姉貴は円さんも起こした。愛菜はもう目覚めていて、シフォンと遊んでいたので、揃って朝湯に向かう。部屋を出ると、ほぼ同時に風香がお隣りから出て来て、皆んなで温泉を楽しんだ。

 温泉に浸かっていると、弥生さんも入って来た。

「なんだか照れ臭くってね、じいさんは、いつもより無口だし。」

「えっ?『じいさん』って呼んでらっしゃるの?」

愛菜の質問に頷く弥生さん。じいちゃん

も『ばあさん』と呼ぶそうだ。

「それ、禁止ですわね!『主水さん』でいかがかしら?」

愛菜がグイっと責め、弥生さんは真っ赤になって『無理』アピール。ベルが助け舟を出した。

「知り合いの多くは、奥方に『あなた』と呼ばれておったな、それならどうじゃ?」

赤面しながらも小さく頷いた。

 食堂に集まって朝ごはん。愛菜は師匠に『ばあさん』呼びの禁止を言い渡し、

「なんて、お呼びになるのかしら?」

「じゃあ、名前じゃな。『弥生』って呼ぼう。」


 食後、おっちゃん達の部屋で作戦会議。円さんは、古そうなノートにギッシリ書き込んだ、封印関係の資料を見てくれた。おっちゃんは、

「ちっちゃい字か勘弁してくれよ!」

10年位前から徐々に、近いモノにピントが合いにくくなって来たそうだ。ナベさんもバラさんも頷いて、

「そういえばアタシも針に糸通すのカンだけでやってたわ!あと体力はどうなの?魔王の所迄行けそう?」

魔力は加齢による衰えってほとんど無いけれど、体力は魔術師も人間なので当たり前に衰える。おっちゃん達は正直に話すと姉貴は、

「この前、ローズちゃん、黒い力にやられ時、パンツだけじゃ足りないから、ブラも欲しいって泣付いてたわよね?」

「いえいえ、シャツとか、、」

バラさんの反論は無視して、ハンガーラックから持って来た作業服を配った。

おっちゃん達は衝立の向こうで着替え、

「腰回り、足らねえぞ!」

所謂、中年太りらしい。

「仕方が無いわね!アタシの目測が間違ったみたいね。

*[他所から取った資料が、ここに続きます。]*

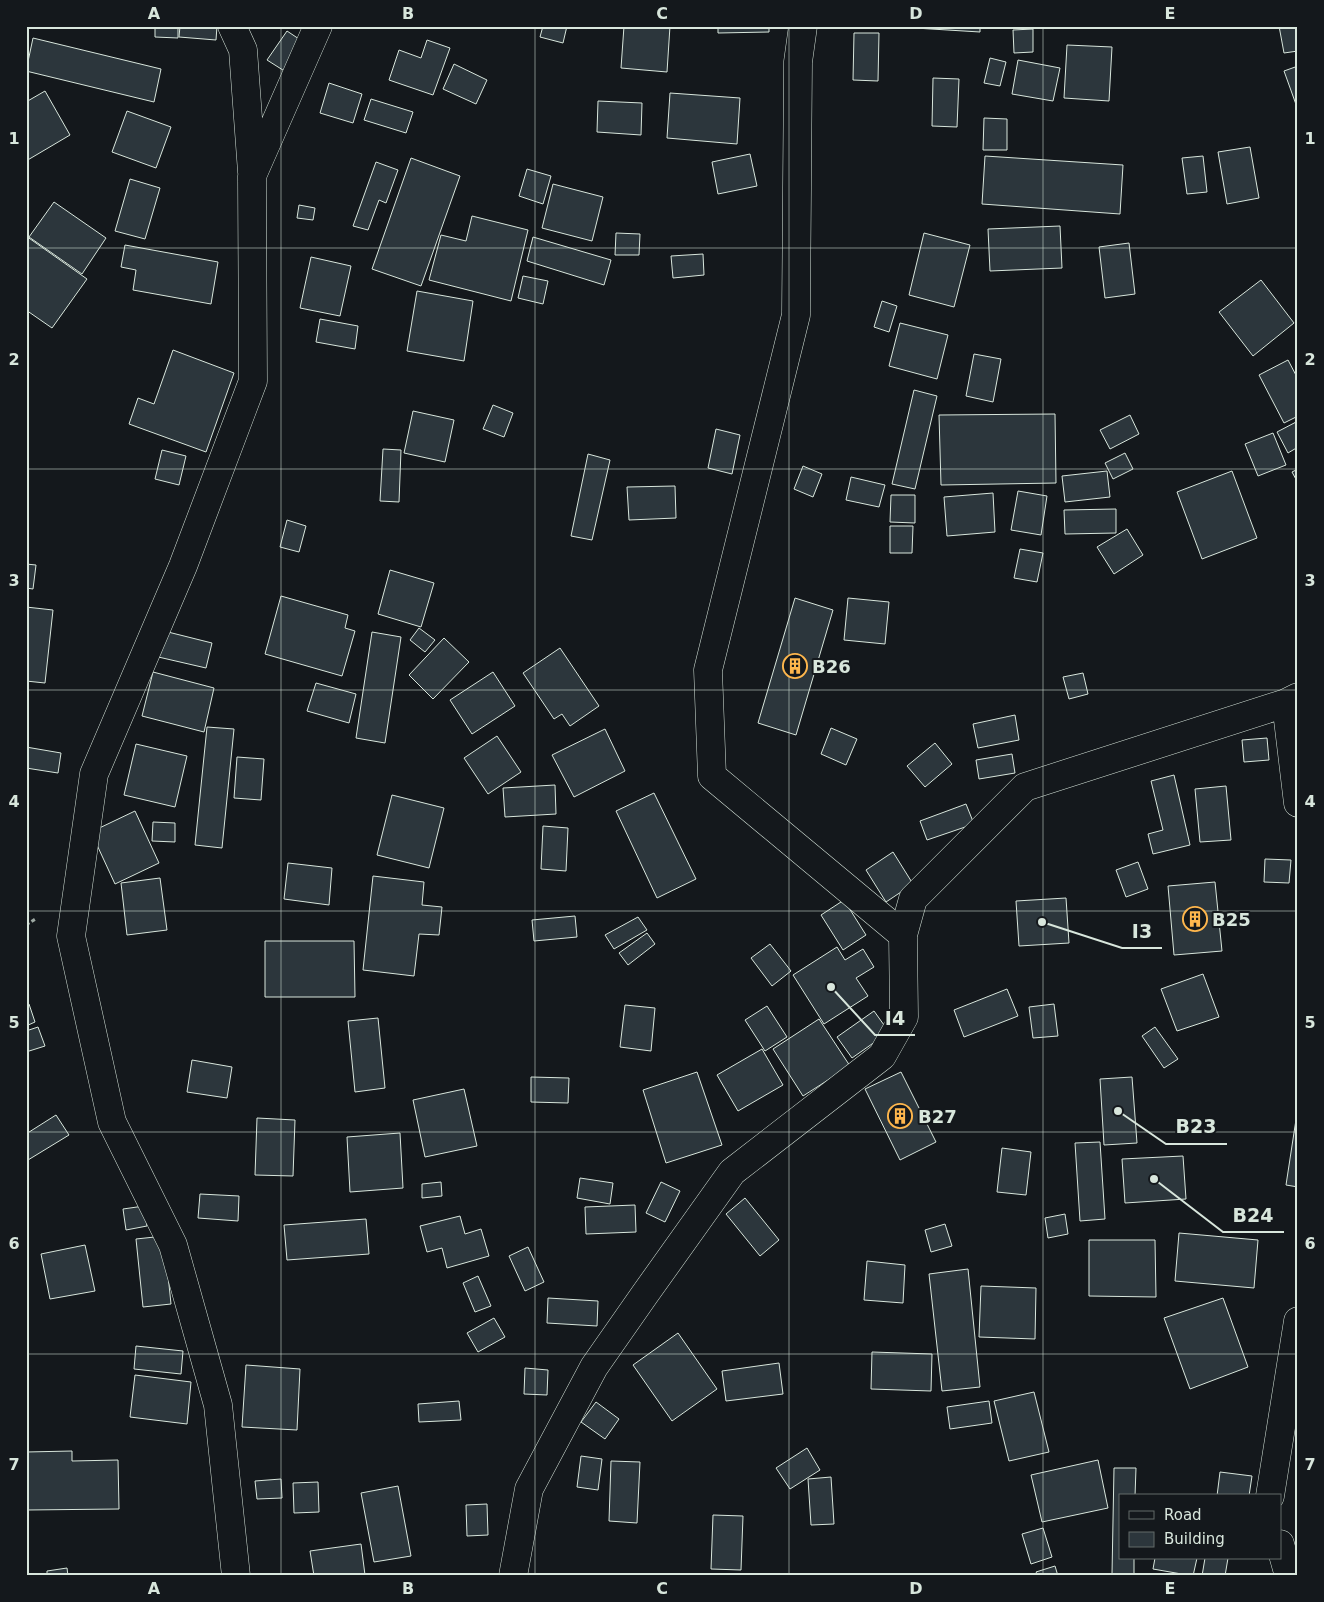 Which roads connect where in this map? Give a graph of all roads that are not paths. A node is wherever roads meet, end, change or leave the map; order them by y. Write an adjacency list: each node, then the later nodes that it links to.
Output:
1 (232, 26): 4 (street)
2 (318, 26): 4 (street)
3 (803, 26): 7 (street)
4 (252, 176): 11 (street)
5 (1292, 700): 6 (street); 7 (street)
6 (1298, 803)
7 (903, 936): 12 (street)
8 (1298, 1321): 9 (street)
9 (1270, 1494)
10 (1282, 1551): 13 (street)
11 (236, 1576)
12 (513, 1576)
13 (1289, 1576) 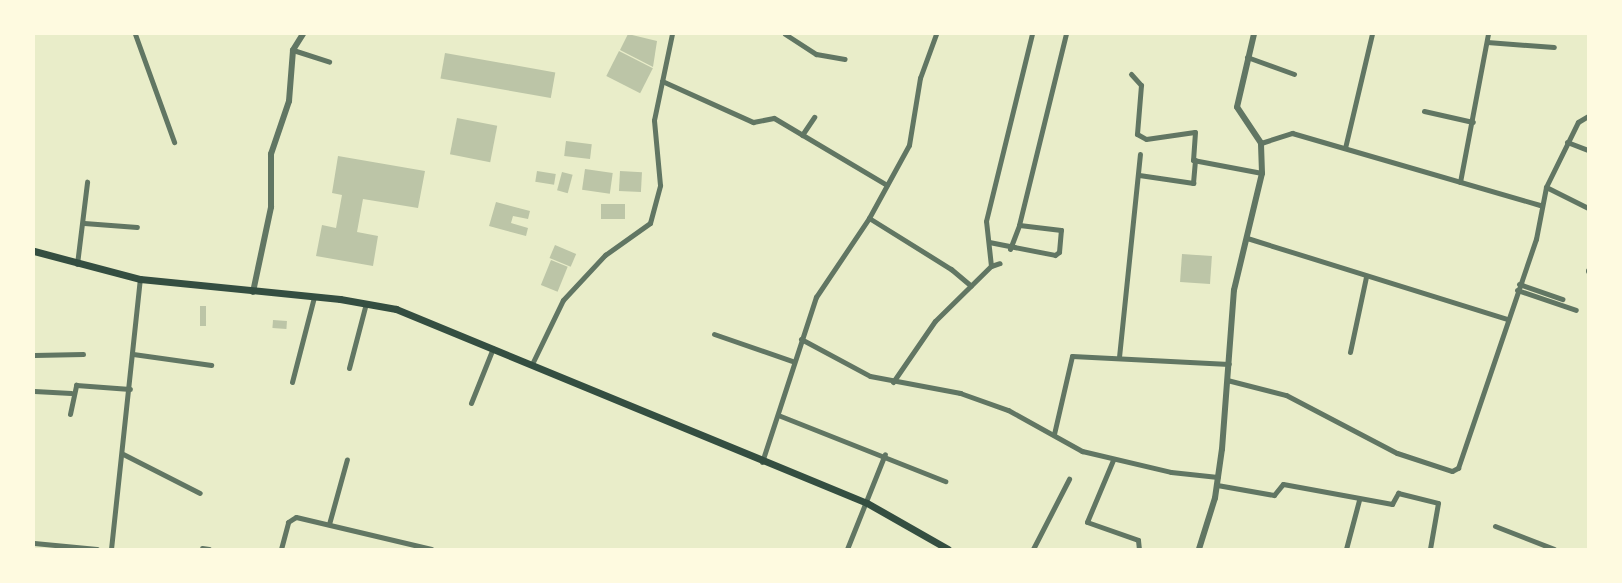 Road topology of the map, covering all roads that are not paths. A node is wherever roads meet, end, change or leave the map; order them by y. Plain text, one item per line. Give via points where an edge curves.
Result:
1 (135, 34) edge
2 (303, 34) edge
3 (672, 34) edge
4 (785, 34) edge
5 (936, 34) edge
6 (1032, 34) edge
7 (1066, 34) edge
8 (1254, 34) edge
9 (1372, 34) edge
10 (1488, 34) edge
11 (1487, 42) junction
12 (1554, 47) dead end
13 (293, 50) junction
14 (1247, 57) junction
15 (846, 59) dead end
16 (329, 62) dead end
17 (1131, 74) dead end
18 (1294, 74) dead end
19 (662, 81) junction
20 (1424, 111) dead end
21 (1588, 116) edge
22 (814, 117) dead end
23 (1473, 122) junction
24 (802, 135) junction
25 (174, 142) dead end
26 (1568, 142) junction
27 (1261, 143) junction
28 (1345, 148) junction
29 (1588, 150) edge
30 (1140, 154) dead end
31 (1194, 160) junction
32 (1262, 173) junction
33 (1138, 175) junction
34 (87, 182) dead end
35 (1460, 182) junction
36 (887, 185) junction
37 (1546, 187) junction
38 (1540, 205) junction
39 (1588, 208) edge
40 (869, 218) junction
41 (84, 223) junction
42 (1019, 224) junction
43 (138, 227) dead end
44 (1247, 238) junction
45 (989, 242) junction
46 (1010, 248) junction
47 (34, 251) edge
48 (1000, 263) dead end
49 (77, 264) junction
50 (991, 266) junction
51 (1366, 277) junction
52 (140, 279) junction
53 (971, 286) junction
54 (1518, 287) junction
55 (253, 292) junction
56 (314, 297) junction
57 (1562, 300) dead end
58 (366, 303) junction
59 (1576, 310) dead end
60 (1507, 319) junction
61 (714, 334) dead end
62 (801, 339) junction
63 (493, 348) junction
64 (1350, 352) dead end
65 (82, 354) dead end
66 (133, 354) junction
67 (34, 355) edge
68 (1119, 357) junction
69 (792, 361) junction
70 (532, 364) junction
71 (1229, 364) junction
72 (211, 365) dead end
73 (349, 368) dead end
74 (1227, 380) junction
75 (292, 382) dead end
76 (893, 382) junction
77 (130, 389) junction
78 (34, 391) edge
79 (71, 393) junction
80 (472, 403) dead end
81 (70, 414) dead end
82 (778, 415) junction
83 (1054, 434) junction
84 (123, 454) junction
85 (884, 454) junction
86 (347, 459) dead end
87 (1113, 460) junction
88 (762, 462) junction
89 (1218, 477) junction
90 (1069, 479) dead end
91 (946, 481) dead end
92 (1217, 485) junction
93 (200, 492) dead end
94 (1359, 500) dead end
95 (867, 503) junction
96 (329, 524) junction
97 (1495, 526) dead end
98 (34, 543) edge
99 (202, 548) dead end
100 (96, 549) edge
101 (111, 549) edge
102 (209, 549) edge
103 (281, 549) edge
104 (431, 549) edge
105 (847, 549) edge
106 (948, 549) edge
107 (1033, 549) edge
108 (1139, 549) edge
109 (1199, 549) edge
110 (1346, 549) edge
111 (1430, 549) edge
112 (1554, 549) edge

1 - 25 street
2 - 13 street
3 - 19 street
4 - 15 street via 816,54
5 - 36 street via 920,78 909,145
6 - 45 street via 990,198 986,221
7 - 42 street
8 - 14 street
9 - 28 street
10 - 11 street
11 - 12 street
11 - 23 street
13 - 16 street
13 - 55 street via 289,101 271,154 271,207
14 - 18 street
14 - 27 street via 1237,107 1241,119
17 - 31 street via 1141,85 1135,132 1146,139 1195,132
19 - 24 street via 752,122 774,118
19 - 70 street via 654,124 660,185 650,223 605,255 563,300
20 - 23 street
21 - 26 street via 1582,116
22 - 24 street
23 - 35 street
24 - 36 street
26 - 29 street
26 - 37 street
27 - 28 street via 1292,133
27 - 32 street
28 - 35 street
30 - 33 street
31 - 32 street
31 - 33 street via 1192,183
32 - 44 street
33 - 68 street
34 - 41 street
35 - 38 street
36 - 40 street
37 - 38 street
37 - 39 street
38 - 54 street via 1538,231
40 - 53 street via 952,269
40 - 62 street via 818,292
41 - 43 street
41 - 49 street
42 - 46 street
42 - 46 street via 1061,230 1059,252 1055,255
44 - 51 street
44 - 71 street via 1234,290
45 - 46 street
45 - 50 street
47 - 49 main road
48 - 50 street
49 - 52 main road
50 - 53 street
51 - 60 street
51 - 64 street
52 - 55 main road
52 - 66 street
53 - 76 street via 935,321
54 - 57 street
54 - 59 street
54 - 60 street
55 - 56 main road
56 - 58 main road
56 - 75 street
58 - 63 main road via 396,309
58 - 73 street
60 - 74 street via 1461,465 1452,471 1397,453 1286,396
61 - 69 street
62 - 69 street
62 - 76 street via 870,376
63 - 70 main road
63 - 80 street
65 - 67 street
66 - 72 street
66 - 77 street
68 - 71 street
68 - 83 street via 1070,358
69 - 82 street
70 - 88 main road
71 - 74 street
74 - 89 street
76 - 83 street via 960,393
77 - 79 street via 78,385
77 - 84 street
78 - 79 street
79 - 81 street
82 - 85 street
82 - 88 street
83 - 87 street via 1082,451
84 - 93 street
84 - 101 street
85 - 91 street
85 - 95 street
86 - 96 street
87 - 89 street
87 - 108 street via 1088,522 1138,540
88 - 95 main road
89 - 92 street
90 - 107 street
92 - 109 street
92 - 111 street via 1274,495 1283,484 1392,504 1398,493 1438,503
94 - 110 street
95 - 105 street
95 - 106 main road
96 - 103 street via 300,517 288,522
96 - 104 street
97 - 112 street
98 - 100 street
99 - 102 street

」

メジャーでウエストを測ると、

「手直ししちゃうと防御力が激減ね、中身を合わせた方がいいわ!」

ポーチから紙袋を取り出し、その中から薬包紙を数え、4つずつ配った。

「1包で約5歳分若返るわ、30台なら目もおなかも大丈夫でしょ?」

おっちゃんは、薬を飲むと、

「おう、ノート読めるぞ!ハラは変わんねえな。」

効果の現れるタイミングを説明して、普段の服に着替えてもらった。

 作戦会議を再開、現地で調達するものを確認して、もう一泊のんびりする。湖で釣りをしたりお土産屋さんを覗いた、またまた温泉に入ったりして暗くなるのを待った。ご馳走を食べて、弥生さんの発する『あなた』を聞いてドキドキが伝染したりして、花火を見上げた。